If I could go back and tell myself just one thing, this would be it; use vector shapes in Photoshop. Do not draw raster elements. It is incredibly inefficient and hard to manipulate. Using vectors in Photoshop is really straight forward and it usually starts with using the Shape tool. Set it to “Shape layers” instead of “Fill pixels” when you draw your elements.
The advantage of drawing vectors is that you can manipulate the vector paths directly and this can save you a great deal of time and pain. You can do this by using the Direct Selection or Path Selection tool. You can also change the paths completely or draw your own with the Pen tool. The Pen tool is fairly powerful and if you find yourself needing to use it, make sure you read up on it. I’ve linked to an article below that should help with that.
The other reason you would need to manipulate the paths directly is to keep your design sharp and pixel perfect. A pixel perfect design always stands out and gives your designs a polished look. This always starts with the base shapes. Let’s say I start off by drawing a base shape for a button and decide that it needs to be scaled down a bit. On the surface it might look fine but when I zoom-in you can see the problem fairly clearly.
It started off as a really nice pixel perfect shape but now on the straight edges we have these part pixel lines. You can see how these are created when you look at the vector paths. This is really easy to fix and all you need to do is grab the Direct Selection tool and move the points to the nearest pixel and you end up with a clean edge once again. In some cases it might be that we need to just move the entire shape using the arrow keys to the nearest pixel. Again the goal is that we end up with as clean of an edge as possible.
Using the Type tool in Photoshop has a similar problem as well. The text comes out blurry in smaller sizes and poses a problem when you try and make text for buttons or your logo.
There are a couple of different steps that can be taken to alleviate this and to make your text sharper. There is a more detailed article on this so I’ll just list the summary here.
The result is quite apparent when you place the sharper text next to the blurry one. A word of caution with this technique; the last step involves changing the tracking and character widths to sharpen the edges of the text. But varying this too much can offset the text all together and that is not what we want. Make sure you compare the vanilla text with the tweaked ones, character by character to double check.
In the image above the first one is created with the standard type tool, the second one is the tweaked one. And the third is the case where we got too carried away with changing the tracking and character widths.
It is important to make the text in your designs sharp, as they are just as important as the rest of your design. I have seen way too many designs where they have a really nicely designed element, but the accompanying text was too blurry and that takes away from the experience.
To drive home this idea of having sharp and pixel perfect elements; here is an example of an image and a text in its standard form and in its tweaked form.
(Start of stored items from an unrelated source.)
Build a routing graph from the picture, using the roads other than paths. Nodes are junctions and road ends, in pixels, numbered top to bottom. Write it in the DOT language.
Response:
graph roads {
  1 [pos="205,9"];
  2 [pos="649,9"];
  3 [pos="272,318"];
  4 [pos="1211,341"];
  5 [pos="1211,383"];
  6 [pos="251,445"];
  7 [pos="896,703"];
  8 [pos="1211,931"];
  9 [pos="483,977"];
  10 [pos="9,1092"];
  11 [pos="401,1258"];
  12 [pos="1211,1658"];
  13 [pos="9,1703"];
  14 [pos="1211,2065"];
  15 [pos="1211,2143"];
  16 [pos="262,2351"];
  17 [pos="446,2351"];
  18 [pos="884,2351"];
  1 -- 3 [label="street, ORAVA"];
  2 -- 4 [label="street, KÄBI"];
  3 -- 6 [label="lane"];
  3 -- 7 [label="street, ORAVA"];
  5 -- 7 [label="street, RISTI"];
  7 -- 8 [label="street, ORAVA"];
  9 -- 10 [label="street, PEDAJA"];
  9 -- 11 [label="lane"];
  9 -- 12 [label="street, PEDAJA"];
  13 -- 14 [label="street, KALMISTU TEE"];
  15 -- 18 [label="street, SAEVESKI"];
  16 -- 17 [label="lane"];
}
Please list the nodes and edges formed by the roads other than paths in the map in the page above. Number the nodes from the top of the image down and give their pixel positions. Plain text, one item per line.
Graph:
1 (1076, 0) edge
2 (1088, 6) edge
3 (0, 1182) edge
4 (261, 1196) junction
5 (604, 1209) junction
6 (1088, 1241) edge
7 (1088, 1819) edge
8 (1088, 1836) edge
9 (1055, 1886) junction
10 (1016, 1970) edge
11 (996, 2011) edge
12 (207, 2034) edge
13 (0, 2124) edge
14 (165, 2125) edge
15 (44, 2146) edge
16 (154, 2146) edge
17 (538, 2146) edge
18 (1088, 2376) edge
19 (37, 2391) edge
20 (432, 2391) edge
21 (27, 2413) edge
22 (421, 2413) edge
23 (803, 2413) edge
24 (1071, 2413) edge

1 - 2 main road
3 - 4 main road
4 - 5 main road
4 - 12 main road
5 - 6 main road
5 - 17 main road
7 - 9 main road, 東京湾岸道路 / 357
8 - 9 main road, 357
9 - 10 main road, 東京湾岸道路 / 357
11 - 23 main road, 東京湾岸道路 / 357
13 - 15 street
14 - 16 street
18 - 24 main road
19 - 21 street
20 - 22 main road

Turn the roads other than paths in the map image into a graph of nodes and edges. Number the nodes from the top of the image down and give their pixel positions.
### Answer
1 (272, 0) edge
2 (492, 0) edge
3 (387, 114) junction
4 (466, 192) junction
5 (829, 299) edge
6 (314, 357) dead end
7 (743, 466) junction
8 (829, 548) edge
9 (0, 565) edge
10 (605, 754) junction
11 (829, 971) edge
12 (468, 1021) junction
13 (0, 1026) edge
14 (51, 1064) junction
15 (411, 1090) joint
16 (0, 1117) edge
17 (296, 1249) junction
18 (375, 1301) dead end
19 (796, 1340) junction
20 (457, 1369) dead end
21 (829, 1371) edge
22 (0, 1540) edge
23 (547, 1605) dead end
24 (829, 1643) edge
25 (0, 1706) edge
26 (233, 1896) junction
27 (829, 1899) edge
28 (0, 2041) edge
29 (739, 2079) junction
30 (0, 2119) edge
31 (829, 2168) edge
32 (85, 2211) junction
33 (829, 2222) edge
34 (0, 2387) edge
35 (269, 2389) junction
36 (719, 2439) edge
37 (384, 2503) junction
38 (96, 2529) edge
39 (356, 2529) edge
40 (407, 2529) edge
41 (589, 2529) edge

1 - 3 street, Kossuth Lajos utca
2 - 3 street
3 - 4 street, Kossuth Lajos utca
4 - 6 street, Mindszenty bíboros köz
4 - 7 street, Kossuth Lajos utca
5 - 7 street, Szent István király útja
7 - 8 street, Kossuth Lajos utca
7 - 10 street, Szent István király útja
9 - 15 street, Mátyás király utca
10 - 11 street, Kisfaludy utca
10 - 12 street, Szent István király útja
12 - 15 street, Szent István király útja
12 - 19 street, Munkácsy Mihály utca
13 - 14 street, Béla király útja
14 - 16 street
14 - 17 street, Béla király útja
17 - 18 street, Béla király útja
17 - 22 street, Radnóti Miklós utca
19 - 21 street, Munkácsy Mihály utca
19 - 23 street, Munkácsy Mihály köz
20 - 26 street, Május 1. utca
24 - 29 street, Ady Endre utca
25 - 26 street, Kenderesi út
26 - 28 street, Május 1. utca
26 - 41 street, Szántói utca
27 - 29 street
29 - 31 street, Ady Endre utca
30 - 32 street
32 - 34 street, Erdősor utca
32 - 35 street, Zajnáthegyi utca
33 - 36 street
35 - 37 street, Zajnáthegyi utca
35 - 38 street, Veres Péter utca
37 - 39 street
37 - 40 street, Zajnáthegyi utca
Notice how at a glance it does not seem like much but when you look at it carefully the tweaked one gives a more polished feeling.
I think getting pixel perfect base shapes are absolutely critical to a well designed element. It is a good idea to get used to spending some of your Photoshop time in a 3200% zoom level and looking at designs in a pixel sense.
Now that we have our basic shape done, we need to start adding the effects that make it seem realistic. The standard pattern for adding multiple layer effects is to create multiple layers with a fill of 0%. This is because Photoshop doesn’t allow you to add the same layer effect to a layer. And it also doesn’t let you adjust the layer positioning of each of the effects applied to a layer.
Now why would we need to add to multiple layer effects? The main reason for this is the fact that each layer effect is just a tool we use to create a realistic element. One of the mistakes I used to make early on was to think that since I’ve already used an effect once, say Drop Shadow for example; that is all I need to do in terms of a shadow. It took me some time to realize that the layer effects are just tools and we might need to use it multiple times to get the overall effect right.
In the next few posts I’m going to go over the effects in detail and the real world metaphors they can be used to represent.
Here are some resources that I referred to in this post.
If you have any questions/comments or want me to go into more detail for something specific, let me know over Twitter. I would love to hear your feedback and ways I can improve this series. I would also love to see some before and after shots of your designs after the application of some of these tips.
This post is a part of my Design Tips for Developers series.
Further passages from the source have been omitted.